Fang Hui se sumió en un silencio profundo. Sabía que sin Xia An, no podría vengarse.
Se enfurecía cada vez más golpeando la mesa. Los subordinados se mantuvieron a una distancia prudente al ver su ira.
En la agencia de publicidad Cúan Mán, Zhao Zhenzhen había estado tratando de contactar con Xia An, pero no conseguía darle señales de vida. Se preocupaba constantemente y no podía calmar sus nervios.
"¿Qué ocurre, jefa? ¿El contrato está en problemas?", preguntó Xiao He confundido.
Zhao Zhenzhen parecía un insecto atrapado en una olla hirviendo. "¡Reserva el vuelo! ¡Debo encontrar a An An!"
"¿Irás a buscar al director Xia?", Xiao He se confundió aún más, nadie sabía dónde estaba Xia An.
"No te preocupes, no sé donde está. Solo quiero que encuentre a An An.", respondió Zhao Zhenzhen agobiada.
Xiao He, inquieta, le explicó el problema de los contactos con Xia An y trató de calmarla. "No te preocupes, jefa. Xia An está bien. Probablemente esté ocupada con sus hijos."
"¿De veras?", Zhao Zhenzhen no estaba segura pero aún así se tranquilizaba.
"Xia An no dejaría que le pasara algo. Tiene dos bebés a su cargo", consoló Xiao He, tratando de calmarla.
Zhao Zhenzhen asintió y se sentó. "Está bien, está bien, Xia An no permitiría que le pasara nada."
"¡Sí!

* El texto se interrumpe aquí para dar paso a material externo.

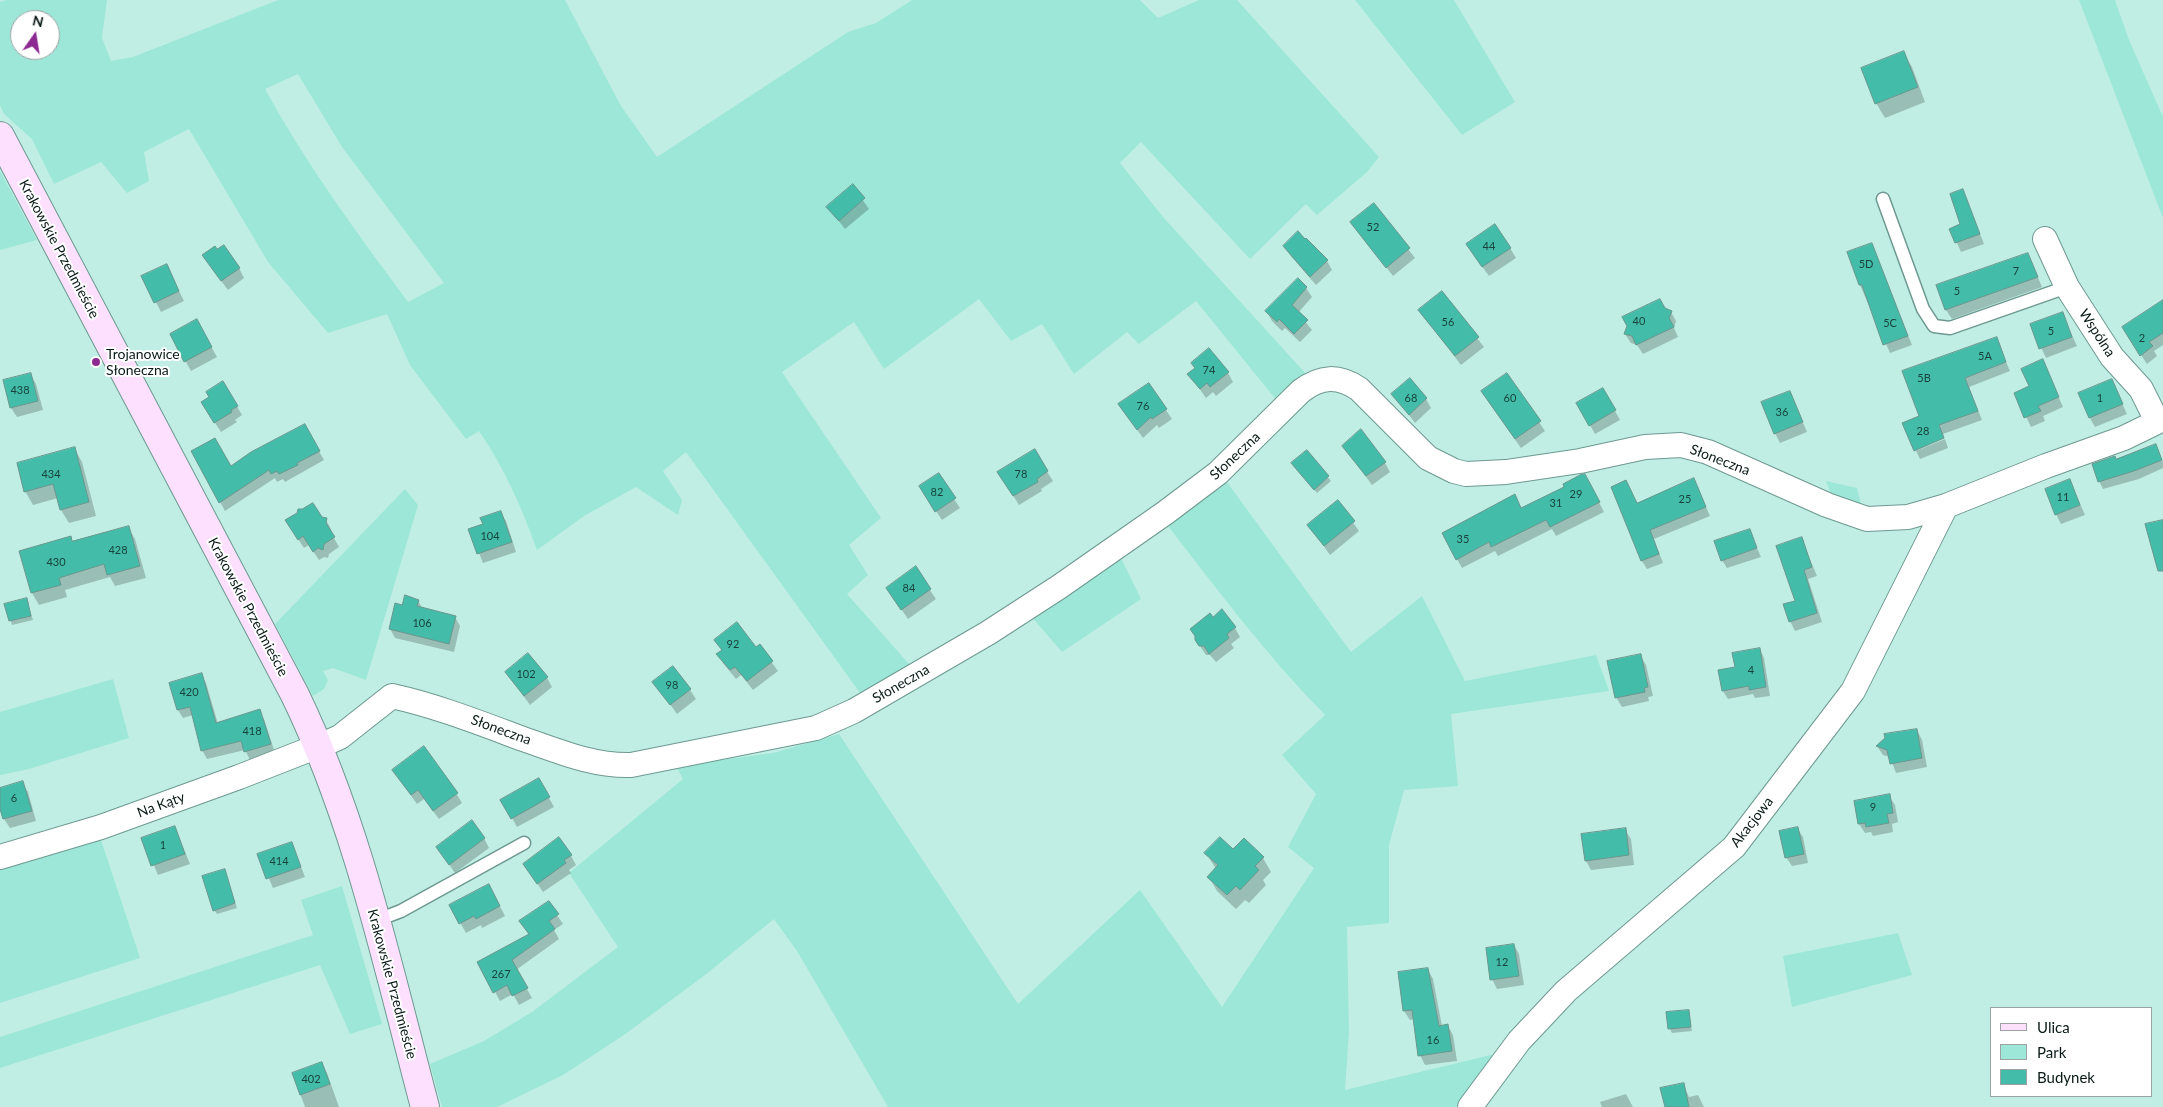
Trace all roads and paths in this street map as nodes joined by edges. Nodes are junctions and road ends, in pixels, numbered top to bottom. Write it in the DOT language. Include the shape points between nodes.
graph roads {
  1 [pos="0,136"];
  2 [pos="1883,199"];
  3 [pos="2045,239"];
  4 [pos="2068,287"];
  5 [pos="2160,420"];
  6 [pos="1946,506"];
  7 [pos="319,745"];
  8 [pos="524,843"];
  9 [pos="0,857"];
  10 [pos="375,921"];
  11 [pos="425,1107"];
  12 [pos="1470,1107"];
  1 -- 7 [label="main road, Krakowskie Przedmieście"];
  2 -- 4 [label="lane" via="1923,309 1934,326 1950,328"];
  3 -- 4 [label="street, Wspólna"];
  4 -- 5 [label="street, Wspólna" via="2112,357 2141,390"];
  5 -- 6 [label="street, Słoneczna" via="2124,438"];
  6 -- 7 [label="street, Słoneczna" via="1908,517 1867,519 1827,505 1708,452 1680,445 1645,447 1580,462 1466,474 1428,458 1358,389 1348,382 1330,378 1311,384 1218,473 1059,587 988,633 833,722 631,765 618,765 567,754 430,704 392,696 340,737"];
  6 -- 12 [label="street, Akacjowa" via="1853,691 1734,847 1566,991 1519,1041"];
  7 -- 9 [label="street, Na Kąty" via="101,827"];
  7 -- 10 [label="main road, Krakowskie Przedmieście" via="344,811"];
  8 -- 10 [label="lane" via="430,896"];
  10 -- 11 [label="main road, Krakowskie Przedmieście"];
}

Jefa, no te preocupes más. ¿Vamos a ver cómo va nuestro proyecto?", propuso Xiao He para alejar los pensamientos de Zhao Zhenzhen.
"De acuerdo", salieron juntas hacia el trabajo.
En la empresa Xiang Yu, Lü Qichen estaba ocupado con sus documentos y no se había dado cuenta que ya era hora de cerrar. Solo Zhang Lu entró por las puertas para recordárselo.
"Director Lü, es hora de irnos", Zhang Lu, ahora más desinhibida, creía que todo peligro había pasado y pensaba que Lü Qichen se sentiría devastado cuando supiera la noticia.
Lü Qichen miró su reloj y asintió. "Bien, ve primero a esperarme."
Zhang Lu salió obediente, pero enseguida Lü Qichen siguió.
"Vamos."
"Buena idea, primero comemos y luego regresamos", propuso Zhang Lu cautelosamente.
"De acuerdo.", Lü Qichen no mostraba ninguna emoción al respecto.